C'est le week-end, et je suis posée. N'ayant personne à rameuter avec moi pour aller boire un verre au Drink, pour changer un peu du reste de la semaine, je suis partie seule en vadrouille jusqu'à Harbor Area. L'ambiance dans ce coin de la ville est plutôt sympa, ça change un peu. J'aime bien. Puis le Drink est un bar moderne, où on se sent bien. A la limite du lounge. Et leurs cocktails, c'est juste les meilleurs de toute la côte est du pays. Il y a des gens entourés d'amis, d'autres avec des rencards Tinder ou une connerie dans le genre, et ceux qui sont avec leur moitié. Puis t'as les gens comme moi, qui sont seuls ce soir, comme cette fille, qui a l'air de tirer la tronche dans son coin, au comptoir. Comme je suis une personne assez sociable, je m'approche de la zone de turbulences, j'essaye de voir le degré de dangerosité du phénomène, et j'estime qu'il est tout à fait possible d'engager la conversation, sans forcément draguer. J'ai pas encore établi le degré d'alcool dans son sang selon son regard. On avisera par la suite si je me fais recaler ou non. « Dure journée ? » lui adressais-je, avec un léger sourire compatissant, avant de demander une tequila sunrise au barman. « Je peux vous offrir un verre ? » Je tentais de me montrer amicale envers cette fille, avant de me présenter. « Je m'appelle Jaimie, enchantée. » lui dis-je alors en souriant, tout simplement.
Assise face à ce comptoir, une habitude qui me gagne petit à petit, je repense à tous les derniers événements qui se sont produits. Dispute avec Cole, disparition de Cole, débauche, les rendez-vous secrets avec Ezio, le retour de Cole, la demande de mariage entre Agathe et Aisling. Moi, tout ce cinéma m'avait fatigué et je commence sérieusement à perdre patience, à avoir mal à la tête de ce cercle vicieux. La pseudo mort de Cole m'avait touché, un peu trop, tellement que j'ai encore du mal à m'en remettre et j'avais besoin d'air frais. Besoin de respirer. Et c'est pas au milieu de tout ce bordel que j'allais y parvenir, je songeais réellement à prendre des distances, à partir quelques jours à Paris histoire de voir l'évolution de ma mère. Et puis il y a toi, avec ta coupe garçon, tes dessins sur les bras et ton audace qui se ramène jusqu'à moi, qui m'adresse même la parole et je suis franchement tenté de simplement t'ignorer.. Mais j'hoche juste la tête à ta première question, pensant que tu comprendrais que je n'ai pas forcément envie d'engager la conversation.

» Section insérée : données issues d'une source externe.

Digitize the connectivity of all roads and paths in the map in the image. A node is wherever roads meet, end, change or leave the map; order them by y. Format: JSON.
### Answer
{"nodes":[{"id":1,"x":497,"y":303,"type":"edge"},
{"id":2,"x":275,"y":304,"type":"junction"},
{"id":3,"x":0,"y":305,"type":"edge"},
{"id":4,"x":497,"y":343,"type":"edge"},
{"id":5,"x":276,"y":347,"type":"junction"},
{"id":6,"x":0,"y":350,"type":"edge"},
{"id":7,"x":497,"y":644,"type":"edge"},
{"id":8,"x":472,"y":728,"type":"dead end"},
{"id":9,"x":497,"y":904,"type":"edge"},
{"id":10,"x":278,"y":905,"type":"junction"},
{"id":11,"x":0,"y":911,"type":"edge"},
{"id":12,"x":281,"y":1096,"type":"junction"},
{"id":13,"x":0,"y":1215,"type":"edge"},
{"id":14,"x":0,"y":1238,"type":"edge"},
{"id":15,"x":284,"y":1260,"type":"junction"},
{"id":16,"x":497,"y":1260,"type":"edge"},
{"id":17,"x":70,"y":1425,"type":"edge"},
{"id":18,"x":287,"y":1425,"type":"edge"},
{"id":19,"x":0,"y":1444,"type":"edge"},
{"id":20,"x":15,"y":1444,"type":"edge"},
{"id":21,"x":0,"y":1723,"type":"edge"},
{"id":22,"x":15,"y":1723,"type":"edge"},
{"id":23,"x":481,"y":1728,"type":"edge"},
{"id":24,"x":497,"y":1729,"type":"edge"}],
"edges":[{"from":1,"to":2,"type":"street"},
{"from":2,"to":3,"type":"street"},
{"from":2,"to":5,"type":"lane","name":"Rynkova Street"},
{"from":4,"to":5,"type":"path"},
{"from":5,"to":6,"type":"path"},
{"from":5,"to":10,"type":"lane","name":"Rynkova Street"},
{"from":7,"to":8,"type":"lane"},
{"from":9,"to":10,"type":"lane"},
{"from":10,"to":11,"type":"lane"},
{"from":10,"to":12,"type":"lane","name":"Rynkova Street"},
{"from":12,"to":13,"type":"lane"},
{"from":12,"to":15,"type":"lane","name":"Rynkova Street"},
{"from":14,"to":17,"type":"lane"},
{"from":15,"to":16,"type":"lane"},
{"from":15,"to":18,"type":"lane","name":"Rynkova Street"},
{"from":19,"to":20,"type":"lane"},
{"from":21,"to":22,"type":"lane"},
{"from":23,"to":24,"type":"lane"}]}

Mais visiblement, non, tu persistes. Je lève finalement les yeux vers toi, mord ma lèvre avant de répondre. - En général ce sont les hommes qui se proposent à me payer des verres.. Que je lance désintéressée, pas le courage de trop réfléchir, de penser plus loin que le verre que tu vas m'offrir. - Un whisky pour moi. Juste ça, ravale ton blabla, ravale ta bonne foie ou je ne sais quelle connerie qui t'ont poussés à venir vers moi. Je ne veux pas de ta compagnie, mais tu te présente quand même. - Hippolyte, Hippolyte Dunford. Retiens mon nom, retiens le parce qu'il finira par faire de ta vie un véritable enfer.
Cette fille a l'air à la fois désintéressée et à la fois, perturbée. Je ne suis pas là pour la juger ou je ne sais pas quoi, juste là pour essayer de remettre un sourire sur son visage, dépité et marqué par une rage. Je crois que j'aurai mieux fait de mieux évaluer la dangerosité de cette gonzesse. Ca semble être le genre de nana qui se sent agressée pour pas grand chose, et pas très gay-friendly. En somme, je suis dans une sacrée merde. Mais bon, quitte à y être, se foutre entièrement dedans, ça rend la vie plus palpitante. « Je ne savais pas qu'il fallait uniquement être un homme pour se montrer sympa avec une autre femme. J'pensais que ça pouvait changer certaines habitudes. » Je tentais de ne pas trop froisser le phénomène. Ca semblait encore plus compliqué que je ne pouvais l'imaginer. Je demandais un whisky pour elle, et la même chose pour moi. Elle me donnait son nom complet, comme si c'était une flic en civil, il ne manquait que l'insigne, et le grade. « Et tu fais quoi dans la vie, Hippolyte Dunford ? Tu es toujours aussi...froide envers les gens qui essaient juste de discuter ? lui demandais-je avec un léger sourire, pour apaiser un peu l'ambiance qui règne au comptoir.